Custom Impelmentation

This code is a Python Implementation of Apriori Algorithm for finding Frequent sets and Association Rules taken from this. The advantage is that it does not require much manipulation of the data and can create association rules from a .csv file directly.

The first part of the code defines custom implemented methods/functions for apriori, and the second part sets the support and confidence and run's the apriori algorithm.


In [1]:
import sys

from itertools import chain, combinations
from collections import defaultdict
from optparse import OptionParser


def subsets(arr):
    """ Returns non empty subsets of arr"""
    return chain(*[combinations(arr, i + 1) for i, a in enumerate(arr)])


def returnItemsWithMinSupport(itemSet, transactionList, minSupport, freqSet):
        """calculates the support for items in the itemSet and returns a subset
       of the itemSet each of whose elements satisfies the minimum support"""
        _itemSet = set()
        localSet = defaultdict(int)

        for item in itemSet:
                for transaction in transactionList:
                        if item.issubset(transaction):
                                freqSet[item] += 1
                                localSet[item] += 1

        for item, count in localSet.items():
                support = float(count)/len(transactionList)

                if support >= minSupport:
                        _itemSet.add(item)

        return _itemSet


def joinSet(itemSet, length):
        """Join a set with itself and returns the n-element itemsets"""
        return set([i.union(j) for i in itemSet for j in itemSet if len(i.union(j)) == length])


def getItemSetTransactionList(data_iterator):
    transactionList = list()
    itemSet = set()
    for record in data_iterator:
        transaction = frozenset(record)
        transactionList.append(transaction)
        for item in transaction:
            itemSet.add(frozenset([item]))              # Generate 1-itemSets
    return itemSet, transactionList


def runApriori(data_iter, minSupport, minConfidence):
    """
    run the apriori algorithm. data_iter is a record iterator
    Return both:
     - items (tuple, support)
     - rules ((pretuple, posttuple), confidence)
    """
    itemSet, transactionList = getItemSetTransactionList(data_iter)

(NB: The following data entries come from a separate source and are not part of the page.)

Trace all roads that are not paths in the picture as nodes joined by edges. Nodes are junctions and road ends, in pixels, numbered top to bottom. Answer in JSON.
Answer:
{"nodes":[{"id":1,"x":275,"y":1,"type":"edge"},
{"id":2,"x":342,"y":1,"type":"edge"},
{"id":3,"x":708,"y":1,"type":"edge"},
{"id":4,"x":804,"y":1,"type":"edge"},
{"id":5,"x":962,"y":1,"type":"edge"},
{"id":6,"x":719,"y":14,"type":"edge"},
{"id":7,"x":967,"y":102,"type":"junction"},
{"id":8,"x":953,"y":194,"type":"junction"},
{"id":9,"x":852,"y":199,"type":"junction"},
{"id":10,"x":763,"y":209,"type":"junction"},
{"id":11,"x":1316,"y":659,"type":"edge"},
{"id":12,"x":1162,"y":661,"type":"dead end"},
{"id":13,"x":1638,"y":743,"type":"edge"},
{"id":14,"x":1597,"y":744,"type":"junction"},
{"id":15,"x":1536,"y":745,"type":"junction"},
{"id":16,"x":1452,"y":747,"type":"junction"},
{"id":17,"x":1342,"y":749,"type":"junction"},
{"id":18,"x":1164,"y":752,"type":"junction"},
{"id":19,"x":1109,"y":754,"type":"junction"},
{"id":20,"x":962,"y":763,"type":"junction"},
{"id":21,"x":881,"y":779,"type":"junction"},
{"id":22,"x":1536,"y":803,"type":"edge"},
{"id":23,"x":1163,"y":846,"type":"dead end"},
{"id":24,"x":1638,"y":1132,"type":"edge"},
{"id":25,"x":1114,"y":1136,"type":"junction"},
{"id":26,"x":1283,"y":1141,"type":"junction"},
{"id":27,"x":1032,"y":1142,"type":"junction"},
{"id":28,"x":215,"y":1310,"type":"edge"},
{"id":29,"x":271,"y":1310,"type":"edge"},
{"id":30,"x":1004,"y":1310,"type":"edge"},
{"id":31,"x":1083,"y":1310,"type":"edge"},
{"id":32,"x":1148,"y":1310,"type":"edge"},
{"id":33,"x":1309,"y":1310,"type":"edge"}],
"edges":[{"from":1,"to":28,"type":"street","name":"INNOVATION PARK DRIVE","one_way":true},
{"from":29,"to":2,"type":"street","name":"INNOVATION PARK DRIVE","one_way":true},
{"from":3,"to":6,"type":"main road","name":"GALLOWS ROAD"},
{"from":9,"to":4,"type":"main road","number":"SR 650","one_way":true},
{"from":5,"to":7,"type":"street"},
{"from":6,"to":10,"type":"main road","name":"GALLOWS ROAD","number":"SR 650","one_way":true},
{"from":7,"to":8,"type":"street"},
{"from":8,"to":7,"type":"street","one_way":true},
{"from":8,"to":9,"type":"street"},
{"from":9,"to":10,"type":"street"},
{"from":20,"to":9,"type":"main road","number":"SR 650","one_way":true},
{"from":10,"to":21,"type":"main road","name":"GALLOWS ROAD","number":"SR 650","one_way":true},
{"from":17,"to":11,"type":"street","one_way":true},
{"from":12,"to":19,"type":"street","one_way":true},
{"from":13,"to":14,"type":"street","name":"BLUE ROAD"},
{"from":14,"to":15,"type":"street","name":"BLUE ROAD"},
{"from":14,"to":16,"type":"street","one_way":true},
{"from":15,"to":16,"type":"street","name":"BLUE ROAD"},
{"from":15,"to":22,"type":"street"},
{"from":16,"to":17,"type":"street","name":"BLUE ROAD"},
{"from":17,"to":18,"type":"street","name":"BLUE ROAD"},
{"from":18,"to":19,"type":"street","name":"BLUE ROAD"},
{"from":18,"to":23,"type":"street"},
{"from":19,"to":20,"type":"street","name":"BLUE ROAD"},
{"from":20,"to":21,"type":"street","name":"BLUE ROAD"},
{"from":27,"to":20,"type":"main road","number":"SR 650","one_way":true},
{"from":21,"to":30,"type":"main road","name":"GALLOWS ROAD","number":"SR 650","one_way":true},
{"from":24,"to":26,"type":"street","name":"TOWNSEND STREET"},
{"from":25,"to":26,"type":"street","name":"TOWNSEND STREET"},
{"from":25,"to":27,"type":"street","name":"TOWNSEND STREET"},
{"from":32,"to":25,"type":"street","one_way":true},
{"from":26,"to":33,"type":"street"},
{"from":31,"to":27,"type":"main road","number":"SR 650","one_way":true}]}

    freqSet = defaultdict(int)
    largeSet = dict()
    # Global dictionary which stores (key=n-itemSets,value=support)
    # which satisfy minSupport

    assocRules = dict()
    # Dictionary which stores Association Rules

    oneCSet = returnItemsWithMinSupport(itemSet,
                                        transactionList,
                                        minSupport,
                                        freqSet)

    currentLSet = oneCSet
    k = 2
    while(currentLSet != set([])):
        largeSet[k-1] = currentLSet
        currentLSet = joinSet(currentLSet, k)
        currentCSet = returnItemsWithMinSupport(currentLSet,
                                                transactionList,
                                                minSupport,
                                                freqSet)
        currentLSet = currentCSet
        k = k + 1

    def getSupport(item):
            """local function which Returns the support of an item"""
            return float(freqSet[item])/len(transactionList)

    toRetItems = []
    for key, value in largeSet.items():
        toRetItems.extend([(tuple(item), getSupport(item))
                           for item in value])

    toRetRules = []
    for key, value in largeSet.items()[1:]:
        for item in value:
            _subsets = map(frozenset, [x for x in subsets(item)])
            for element in _subsets:
                remain = item.difference(element)
                if len(remain) > 0:
                    confidence = getSupport(item)/getSupport(element)
                    if confidence >= minConfidence:
                        toRetRules.append(((tuple(element), tuple(remain)),
                                           confidence))
    return toRetItems, toRetRules


def printResults(items, rules):
    """prints the generated itemsets sorted by support and the confidence rules sorted by confidence"""
    for item, support in sorted(items, key=lambda (item, support): support):
        print "item: %s , %.3f" % (str(item), support)
    print "\n------------------------ RULES:"
    for rule, confidence in sorted(rules, key=lambda (rule, confidence): confidence):
        pre, post = rule
        print "Rule: %s ==> %s , %.3f" % (str(pre), str(post), confidence)


def dataFromFile(fname):
        """Function which reads from the file and yields a generator"""
        file_iter = open(fname, 'rU')
        for line in file_iter:
                line = line.strip().rstrip(',')                         # Remove trailing comma
                record = frozenset(line.split(','))
                yield record

In [6]:
inFile = dataFromFile('../datasets/INTEGRATED-DATASET.csv')
minSupport = 0.15
minConfidence = 0.6

items, rules = runApriori(inFile, minSupport, minConfidence)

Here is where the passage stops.